Multimedia Communication

Hadi

Authors: Hadi Amirpour (AAU, Austria), Lingfeng Qu (Guangzhou University, China), Jong Hwan Ko (SKKU, South Korea), Cosmin Stejerean (Meta, USA), Christian Timmerer (AAU, Austria

Conference: IEEE Visual Communications and Image Processing (IEEE VCIP 2024)  – Tokyo, Japan, December 8-11, 2024

Abtract: As video dimensions — including resolution, frame rate, and bit depth — increase, a larger bitrate is required to maintain a higher Quality of Experience (QoE). While videos are often optimized for resolution and frame rate to improve compression and energy efficiency, the impact of color space is often overlooked. Larger color spaces are essential for avoiding color banding and delivering High Dynamic Range (HDR) content with richer, more accurate colors, although this comes at the cost of higher processing energy. This paper investigates the effects of bit depth and color subsampling on video compression efficiency and energy consumption. By analyzing different bit depths and subsampling schemes, we aim to determine optimized settings that balance compression efficiency with energy consumption, ultimately contributing to more sustainable and high-quality video delivery. We evaluate both encoding and decoding energy consumption and assess the quality of videos using various metrics including PSNR, VMAF, ColorVideoVDP, and CAMBI. Our findings offer valuable insights for video codec developers and content providers aiming to improve the performance and environmental footprint of their video streaming services.

Index Terms— Video encoding, video decoding, video quality, bit depth, color subsampling, energy.

Hadi

Authors: Annalisa Gallina (UNIPD, Italy), Hadi Amirpour (AAU, Austria), Sara Baldoni (UNIPD, Italy), Giuseppe Valenzise (UPSaclay, France), Federica Battisti (UNIPD, Italy).

Conference: IEEE Visual Communications and Image Processing (IEEE VCIP 2024) – Tokyo, Japan, December 8-11, 2024

Abstract: Measuring the complexity of visual content is crucial in various applications, such as selecting sources to test processing algorithms, designing subjective studies, and efficiently determining the appropriate encoding parameters and bandwidth allocation for streaming. While spatial and temporal complexity measures exist for 2D videos, a geometric complexity measure for 3D content is still lacking. In this paper, we present the first study to characterize the geometric complexity of 3D point clouds. Inspired by existing complexity measures, we propose several compression-based definitions of geometric complexity derived from the rate-distortion curves obtained by compressing a dataset of point clouds using G-PCC. Additionally, we introduce density-based and geometry-based descriptors to predict complexity. Our initial results show that even simple density measures can accurately predict the geometric complexity of point clouds.
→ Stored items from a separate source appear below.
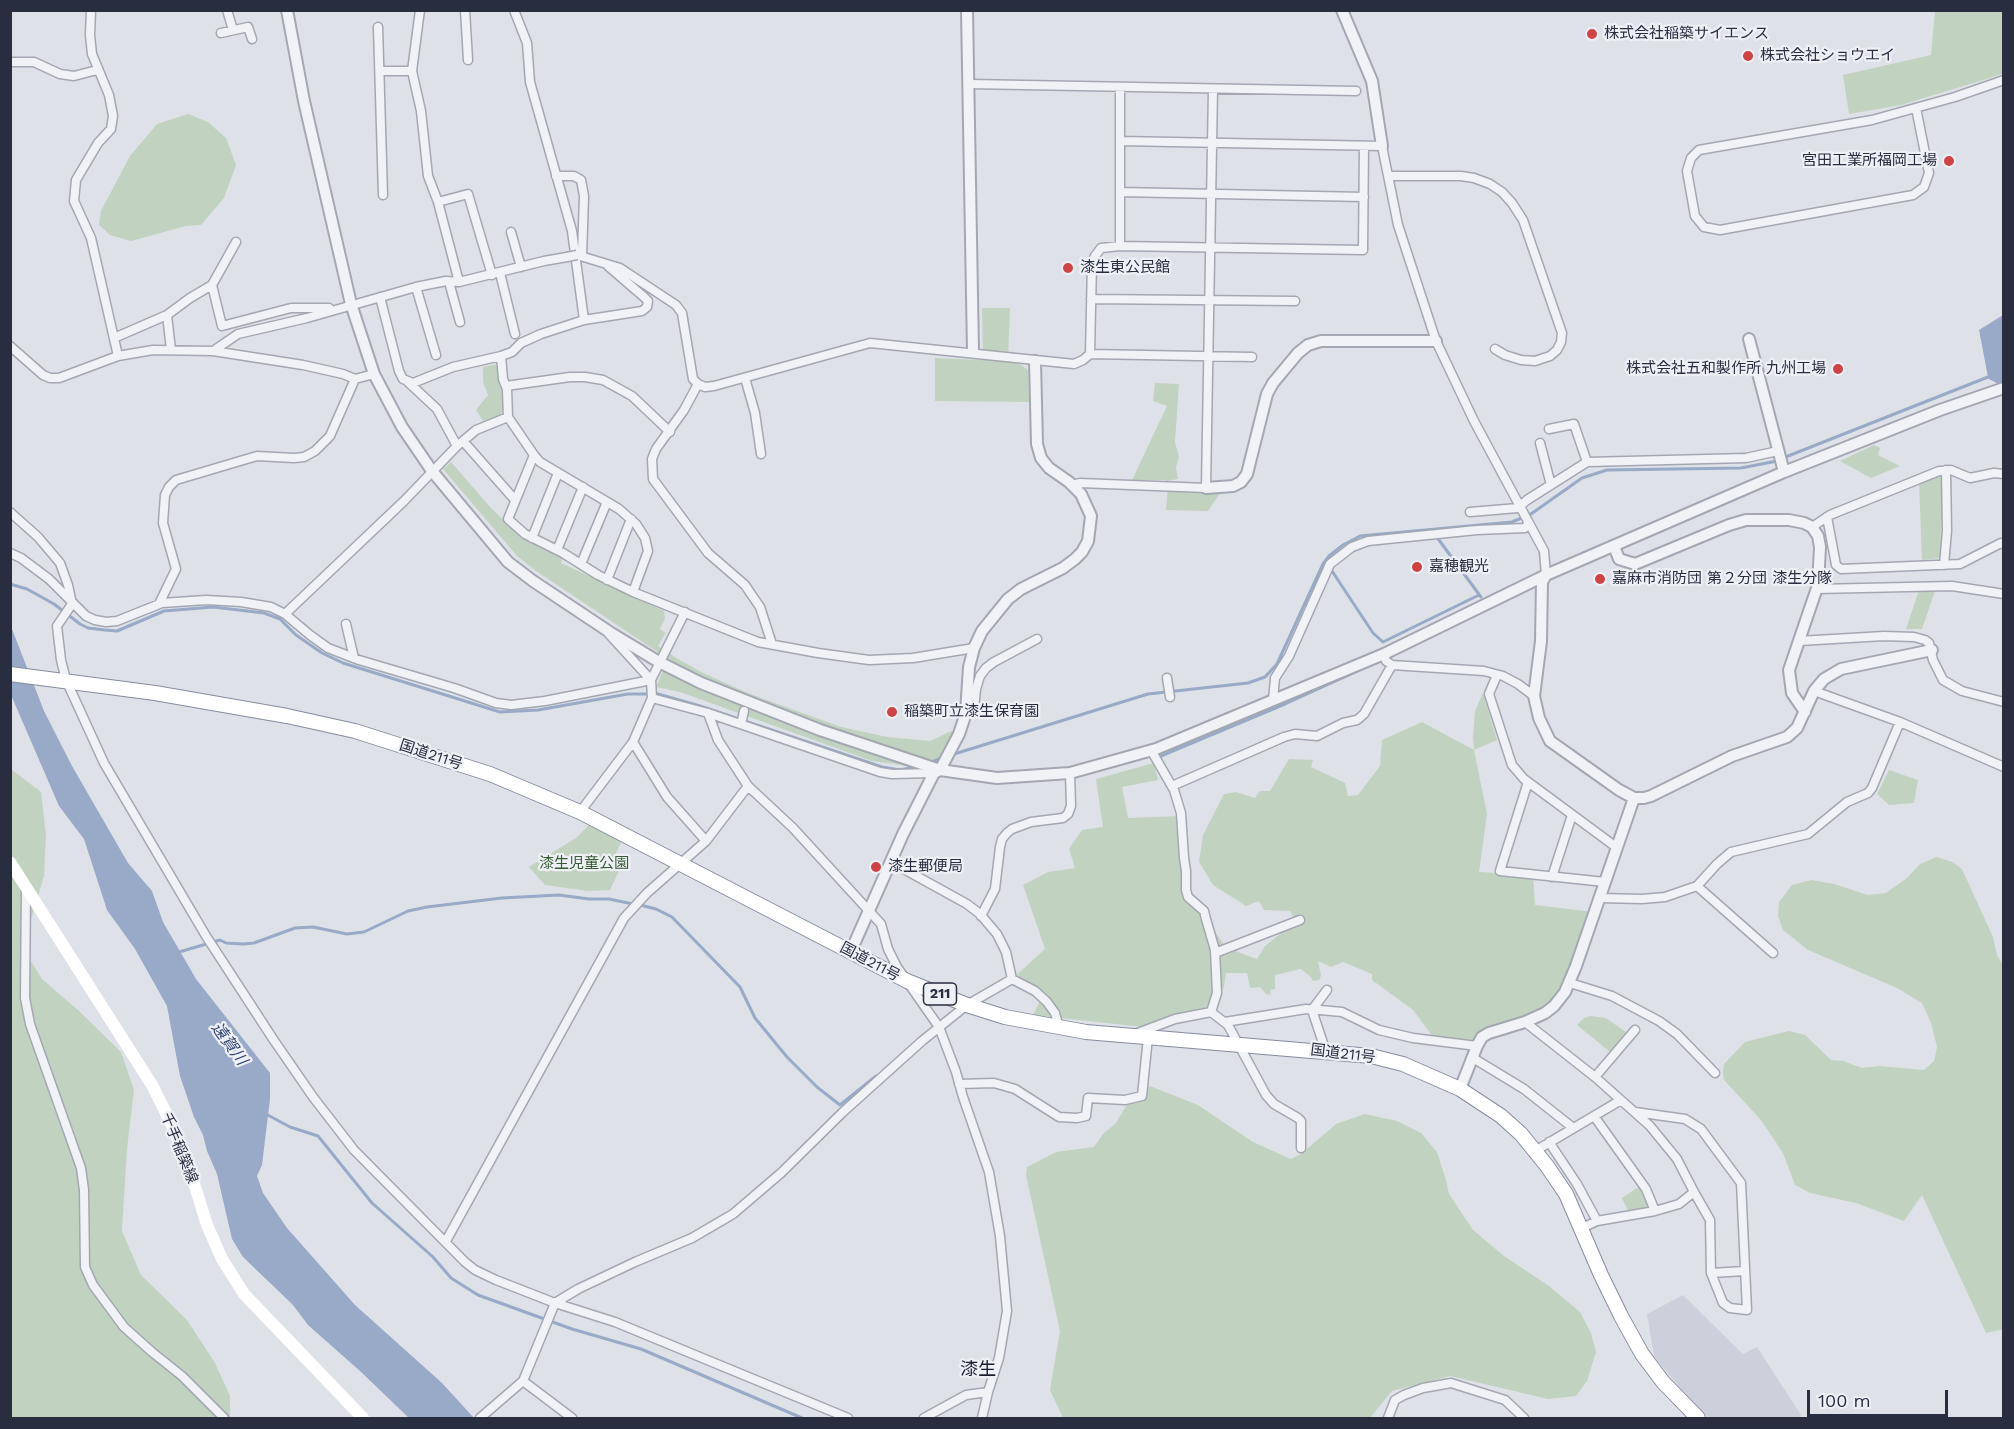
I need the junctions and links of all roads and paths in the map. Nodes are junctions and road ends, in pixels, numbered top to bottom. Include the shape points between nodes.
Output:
1 (91, 10) edge
2 (227, 10) edge
3 (287, 10) edge
4 (420, 10) edge
5 (465, 10) edge
6 (514, 10) edge
7 (967, 10) edge
8 (1342, 10) edge
9 (378, 27) dead end
10 (232, 30) junction
11 (221, 33) dead end
12 (252, 39) dead end
13 (468, 60) dead end
14 (10, 62) edge
15 (97, 70) junction
16 (380, 71) junction
17 (412, 71) junction
18 (2004, 80) edge
19 (969, 84) junction
20 (1120, 88) junction
21 (1213, 89) junction
22 (1356, 92) dead end
23 (1916, 108) junction
24 (1120, 141) junction
25 (1211, 142) junction
26 (1364, 146) junction
27 (1382, 146) junction
28 (556, 176) junction
29 (1390, 176) junction
30 (1120, 192) junction
31 (1211, 194) junction
32 (383, 195) dead end
33 (1364, 197) junction
34 (438, 202) junction
35 (511, 232) dead end
36 (236, 242) dead end
37 (1120, 246) junction
38 (1210, 248) junction
39 (580, 256) junction
40 (603, 262) junction
41 (521, 267) junction
42 (496, 274) junction
43 (449, 282) junction
44 (459, 282) junction
45 (212, 285) junction
46 (416, 287) junction
47 (380, 297) junction
48 (1091, 299) junction
49 (1209, 300) junction
50 (1295, 301) dead end
51 (351, 304) junction
52 (339, 308) junction
53 (168, 315) junction
54 (584, 320) junction
55 (460, 321) dead end
56 (515, 334) dead end
57 (114, 338) junction
58 (1749, 339) dead end
59 (1436, 341) junction
60 (10, 346) edge
61 (1495, 349) dead end
62 (171, 350) junction
63 (213, 351) junction
64 (973, 352) junction
65 (1090, 354) junction
66 (436, 355) dead end
67 (118, 356) junction
68 (501, 357) junction
69 (1208, 357) junction
70 (1252, 357) dead end
71 (1035, 361) junction
72 (374, 374) junction
73 (745, 378) junction
74 (355, 379) junction
75 (408, 382) junction
76 (698, 384) junction
77 (506, 386) junction
78 (2000, 391) edge
79 (508, 417) junction
80 (1549, 429) dead end
81 (670, 432) junction
82 (1540, 443) dead end
83 (460, 444) junction
84 (1778, 451) junction
85 (761, 454) dead end
86 (534, 455) junction
87 (1587, 462) junction
88 (1946, 470) junction
89 (432, 471) junction
90 (1784, 472) junction
91 (558, 473) junction
92 (2004, 474) edge
93 (1072, 485) junction
94 (1551, 485) junction
95 (583, 487) junction
96 (1206, 488) junction
97 (515, 500) junction
98 (607, 502) junction
99 (1521, 505) junction
100 (10, 512) edge
101 (1470, 512) dead end
102 (1827, 517) junction
103 (631, 519) junction
104 (1529, 523) junction
105 (1812, 527) junction
106 (532, 538) junction
107 (2004, 544) edge
108 (1614, 546) junction
109 (557, 550) junction
110 (10, 553) edge
111 (580, 564) junction
112 (1944, 565) junction
113 (1546, 575) junction
114 (607, 580) junction
115 (1817, 589) junction
116 (633, 592) junction
117 (2004, 594) edge
118 (72, 604) junction
119 (159, 604) junction
120 (685, 612) junction
121 (285, 614) junction
122 (346, 624) dead end
123 (603, 627) junction
124 (1037, 639) dead end
125 (1799, 641) junction
126 (772, 644) junction
127 (974, 648) junction
128 (1932, 650) junction
129 (1384, 654) junction
130 (354, 658) junction
131 (659, 662) junction
132 (1392, 665) junction
133 (10, 674) edge
134 (1497, 675) junction
135 (1167, 678) dead end
136 (61, 680) junction
137 (651, 680) junction
138 (1814, 691) junction
139 (1534, 696) junction
140 (1170, 697) dead end
141 (652, 698) junction
142 (1273, 700) junction
143 (2004, 702) edge
144 (966, 709) junction
145 (1805, 712) junction
146 (708, 713) junction
147 (1900, 722) junction
148 (633, 742) junction
149 (1151, 750) junction
150 (2004, 767) edge
151 (937, 772) junction
152 (1070, 773) junction
153 (1528, 782) junction
154 (748, 786) junction
155 (1172, 786) junction
156 (1634, 798) junction
157 (580, 812) junction
158 (1572, 815) junction
159 (705, 841) junction
160 (1616, 848) junction
161 (10, 862) edge
162 (891, 862) junction
163 (682, 863) junction
164 (1552, 877) junction
165 (1605, 882) junction
166 (1697, 886) junction
167 (26, 887) junction
168 (1599, 898) junction
169 (869, 910) junction
170 (981, 916) junction
171 (1300, 920) dead end
172 (851, 951) junction
173 (1215, 953) junction
174 (1773, 953) dead end
175 (1012, 979) junction
176 (907, 981) junction
177 (1570, 983) junction
178 (1327, 990) dead end
179 (967, 1005) junction
180 (1312, 1010) junction
181 (1211, 1012) junction
182 (1225, 1022) junction
183 (1525, 1022) junction
184 (939, 1027) junction
185 (1059, 1027) junction
186 (1635, 1030) dead end
187 (1131, 1036) junction
188 (1148, 1037) junction
189 (1240, 1045) junction
190 (1477, 1046) junction
191 (1326, 1052) junction
192 (1473, 1058) junction
193 (1715, 1074) dead end
194 (1595, 1077) junction
195 (960, 1084) junction
196 (1460, 1089) junction
197 (1621, 1100) junction
198 (1635, 1112) junction
199 (1594, 1116) junction
200 (1572, 1127) junction
201 (1549, 1142) junction
202 (1302, 1148) dead end
203 (1536, 1150) junction
204 (1694, 1192) junction
205 (1655, 1211) junction
206 (1597, 1221) junction
207 (1582, 1228) junction
208 (446, 1241) junction
209 (1745, 1271) junction
210 (1711, 1273) junction
211 (555, 1303) junction
212 (523, 1381) junction
213 (988, 1392) junction
214 (484, 1417) edge
215 (224, 1419) edge
216 (363, 1419) edge
217 (572, 1419) edge
218 (848, 1419) edge
219 (924, 1419) edge
220 (982, 1419) edge
221 (1388, 1419) edge
222 (1524, 1419) edge
223 (1698, 1419) edge

1 - 15 street via 90,35
2 - 10 street
3 - 51 street
4 - 17 street
5 - 13 street
6 - 28 street via 527,44 530,82
7 - 19 street
8 - 27 street via 1372,81
9 - 16 street
10 - 11 street
10 - 12 street via 248,27
14 - 15 street via 34,62 74,76
15 - 57 street via 109,95 111,129 76,180 74,201 91,238
16 - 17 street
16 - 32 street
17 - 34 street via 428,176
18 - 23 street
19 - 20 street
19 - 64 street
20 - 21 street
20 - 24 street
21 - 22 street
21 - 25 street
23 - 23 street via 1872,120 1699,150 1690,158 1687,171 1695,216 1704,227 1720,230 1913,195 1924,187 1929,173
24 - 25 street
24 - 30 street
25 - 26 street
25 - 31 street
26 - 27 street
26 - 33 street
27 - 29 street
28 - 39 street via 581,180 584,196
28 - 54 street via 572,231
29 - 59 street via 1398,225
29 - 61 street via 1474,178 1502,192 1523,220 1562,333 1561,342 1550,356 1535,361 1521,360
30 - 31 street
30 - 37 street
31 - 33 street
31 - 38 street
33 - 38 street via 1364,250
34 - 42 street via 468,194
34 - 44 street
35 - 41 street
36 - 45 street
37 - 38 street
37 - 48 street via 1101,248 1095,256
38 - 49 street
39 - 40 street
39 - 41 street, bridge
40 - 54 street via 648,304 642,311
40 - 76 street via 620,268 676,305 682,314 690,370
41 - 42 street
42 - 44 street
42 - 56 street
43 - 44 street
43 - 46 street
43 - 55 street
45 - 52 street via 222,326 291,308
45 - 53 street
46 - 47 street
46 - 66 street
47 - 51 street
47 - 75 street via 393,353 403,379
48 - 49 street
48 - 65 street
49 - 50 street
49 - 69 street
51 - 52 street
51 - 72 street
52 - 63 street via 238,334
53 - 57 street
53 - 62 street
54 - 68 street via 541,334
57 - 67 street
58 - 84 street
59 - 96 street via 1321,341 1308,345 1267,394 1247,474 1233,486
59 - 99 street via 1474,421
60 - 67 street via 50,378
62 - 63 street
62 - 67 street
63 - 74 street via 303,365
64 - 71 street
64 - 73 street via 870,344
65 - 69 street
65 - 71 street via 1074,364
68 - 75 street
68 - 77 street
69 - 70 street
69 - 96 street
71 - 93 street via 1037,444 1041,458
72 - 74 street
72 - 89 street via 402,427
73 - 76 street via 714,386
73 - 85 street
74 - 119 street via 330,436 315,451 294,458 257,456 176,480 169,487 163,523 176,569
75 - 83 street via 437,410
76 - 81 street
77 - 79 street
77 - 81 street via 570,377 603,380 632,396
78 - 90 street via 1940,410
79 - 83 street via 476,430
79 - 86 street
80 - 87 street via 1574,424
81 - 126 street via 652,459 653,479 708,553 745,585 760,607
82 - 94 street
83 - 89 street
83 - 97 street
84 - 87 street via 1746,458
84 - 90 street
86 - 91 street
86 - 97 street
87 - 94 street
88 - 92 street via 1970,478
88 - 102 street
88 - 112 street
89 - 121 street
89 - 123 street via 508,562
90 - 108 street
91 - 95 street
91 - 106 street
93 - 96 street
93 - 127 street via 1091,516 1090,533 1082,552 1063,568 1008,599 982,631
94 - 99 street
95 - 98 street
95 - 109 street
97 - 106 street via 508,519
98 - 103 street
98 - 111 street
99 - 101 street
99 - 104 street
100 - 118 street via 60,564
102 - 105 street
102 - 112 street via 1836,565 1841,569
103 - 114 street
103 - 116 street via 645,538 648,551
104 - 113 street via 1544,551
104 - 142 street via 1525,528 1368,541 1352,547 1330,564 1289,656 1275,678
105 - 108 street via 1790,520 1746,520 1635,564 1619,559
105 - 115 street via 1820,547
106 - 109 street
107 - 112 street via 1960,564
108 - 113 street
109 - 111 street
110 - 118 street via 49,579
111 - 114 street
113 - 129 street
113 - 139 street via 1542,582 1541,641
114 - 116 street
115 - 117 street via 1952,586
115 - 125 street
116 - 120 street
118 - 119 street via 86,616 106,622
118 - 136 street via 57,626
119 - 121 street via 241,602 271,607
120 - 126 street
120 - 131 street
121 - 130 street via 328,648
122 - 130 street
123 - 131 street
123 - 137 street
124 - 144 street via 986,668 980,676 974,709
125 - 128 street via 1914,637 1925,640
125 - 145 street via 1789,670 1789,684
126 - 127 street via 869,660 913,658
127 - 144 street
128 - 138 street via 1841,669
128 - 143 street via 1943,680 1962,691
129 - 132 street
129 - 142 street
130 - 137 street via 511,705
131 - 137 street
131 - 151 street via 736,698
132 - 134 street
132 - 155 street via 1357,720 1317,736 1284,737
133 - 136 highway, 国道211号 / 211
134 - 139 street
134 - 153 street via 1489,693 1512,765
135 - 140 street
136 - 157 highway, 国道211号 / 211 via 265,712 355,731 490,774
136 - 208 street via 132,812 273,1039 354,1150
137 - 141 street
138 - 145 street
138 - 147 street
139 - 156 street via 1550,741
141 - 146 street
141 - 148 street
142 - 149 street
144 - 151 street via 959,734
145 - 156 street via 1787,737 1732,756 1651,796
146 - 151 street via 880,772
146 - 154 street via 718,740
147 - 150 street
147 - 166 street via 1868,793 1847,802 1808,834 1731,852
148 - 157 street
148 - 159 street via 667,797
149 - 152 street
149 - 155 street
151 - 152 street via 997,778
151 - 162 street
152 - 170 street via 1068,814 1012,829 1002,839 995,889
153 - 158 street
153 - 164 street via 1500,871
154 - 159 street
154 - 169 street
155 - 173 street via 1181,813 1188,897 1204,911
156 - 160 street
157 - 163 highway, 国道211号 / 211
158 - 160 street
158 - 164 street
159 - 163 street
160 - 165 street
161 - 167 main road, 千手稲築線
162 - 169 street
162 - 170 street via 968,904
163 - 172 highway, 国道211号 / 211
163 - 208 street via 624,918
164 - 165 street
165 - 168 street
166 - 168 street via 1665,897
166 - 174 street
167 - 215 street via 25,998 30,1024 81,1168 85,1267 93,1285 124,1327 182,1376
167 - 216 main road, 千手稲築線 via 152,1085 185,1156 207,1225 244,1294
168 - 177 street
169 - 172 street
169 - 176 street via 881,924 888,949
170 - 175 street via 1006,952
171 - 173 street
172 - 176 highway, 国道211号 / 211
173 - 181 street via 1217,993
175 - 179 street
175 - 185 street via 1047,1002
176 - 179 highway, 国道211号 / 211
176 - 184 street
177 - 183 street via 1554,1006
177 - 193 street via 1612,996 1659,1021
178 - 180 street
179 - 184 street
179 - 185 highway, 国道211号 / 211
180 - 182 street
180 - 190 street via 1342,1012 1379,1030 1413,1038
180 - 191 street
181 - 182 street
181 - 187 street via 1174,1019
182 - 189 street
183 - 190 street via 1489,1033
183 - 194 street
184 - 195 street
184 - 211 street via 733,1214 692,1238
185 - 187 highway, 国道211号 / 211
186 - 194 street
187 - 188 highway, 国道211号 / 211
188 - 189 highway, 国道211号 / 211
188 - 195 street via 1142,1096 1125,1100 1088,1098 1086,1116 1059,1117 1015,1089 994,1083
189 - 191 highway, 国道211号 / 211
189 - 202 street via 1266,1095 1301,1121
190 - 192 street
191 - 196 highway, 国道211号 / 211 via 1371,1056 1402,1064
192 - 196 street
192 - 200 street via 1524,1089
194 - 197 street
195 - 213 street via 989,1172 1007,1311
196 - 203 highway, 国道211号 / 211 via 1501,1116
197 - 198 street
197 - 199 street
198 - 204 street via 1677,1159
198 - 209 street via 1685,1119 1701,1129 1742,1184
199 - 200 street
199 - 205 street via 1646,1189
200 - 201 street
201 - 203 street
201 - 206 street
203 - 207 highway, 国道211号 / 211 via 1566,1194
204 - 205 street via 1679,1204
204 - 210 street via 1710,1220
205 - 206 street
206 - 207 street
207 - 223 highway, 国道211号 / 211 via 1601,1275 1642,1354
208 - 211 street via 476,1270
209 - 210 street
209 - 210 street via 1747,1310 1723,1303
211 - 212 street
211 - 218 street via 615,1322
212 - 214 street
212 - 217 street
213 - 219 street via 966,1395
213 - 220 street
221 - 222 street via 1395,1400 1423,1388 1451,1383 1505,1400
Index Terms— Point cloud, complexity, compression, G-PCC.

Authors: Prajit T Rajendran (Universite Paris-Saclay), Samira Afzal (Alpen-Adria-Universität Klagenfurt), Vignesh V Menon (Fraunhofer HHI), Christian Timmerer (Alpen-Adria-Universität Klagenfurt)

Conference: IEEE Visual Communications and Image Processing (IEEE VCIP 2024)

Abstract: Optimizing framerate for a given bitrate-spatial resolution pair in adaptive video streaming is essential to maintain perceptual quality while considering decoding complexity. Low framerates at low bitrates reduce compression artifacts and decrease decoding energy. We propose a novel method, Decoding-complexity aware Framerate Prediction (DECODRA), which employs a Variable Framerate Pareto-front approach to predict an optimized framerate that minimizes decoding energy under quality degradation constraints. DECODRA dynamically adjusts the framerate based on current bitrate and spatial resolution, balancing trade-offs between framerate, perceptual quality, and decoding complexity. Extensive experimentation with the Inter-4K dataset demonstrates DECODRA’s effectiveness, yielding an average PSNR and VMAF increase of 0.87 dB and 5.14 points, respectively, for the same bitrate compared to the default 60 fps encoding. Additionally, DECODRA achieves an average reduction in decoding energy consumption of 13.27 %, enhancing the viewing experience, extending mobile device battery life, and reducing the energy footprint of streaming services.

Authors: Mohammad Ghasempour (AAU, Austria), Hadi Amirpour (AAU, Austria), and Christian Timmerer (AAU, Austria)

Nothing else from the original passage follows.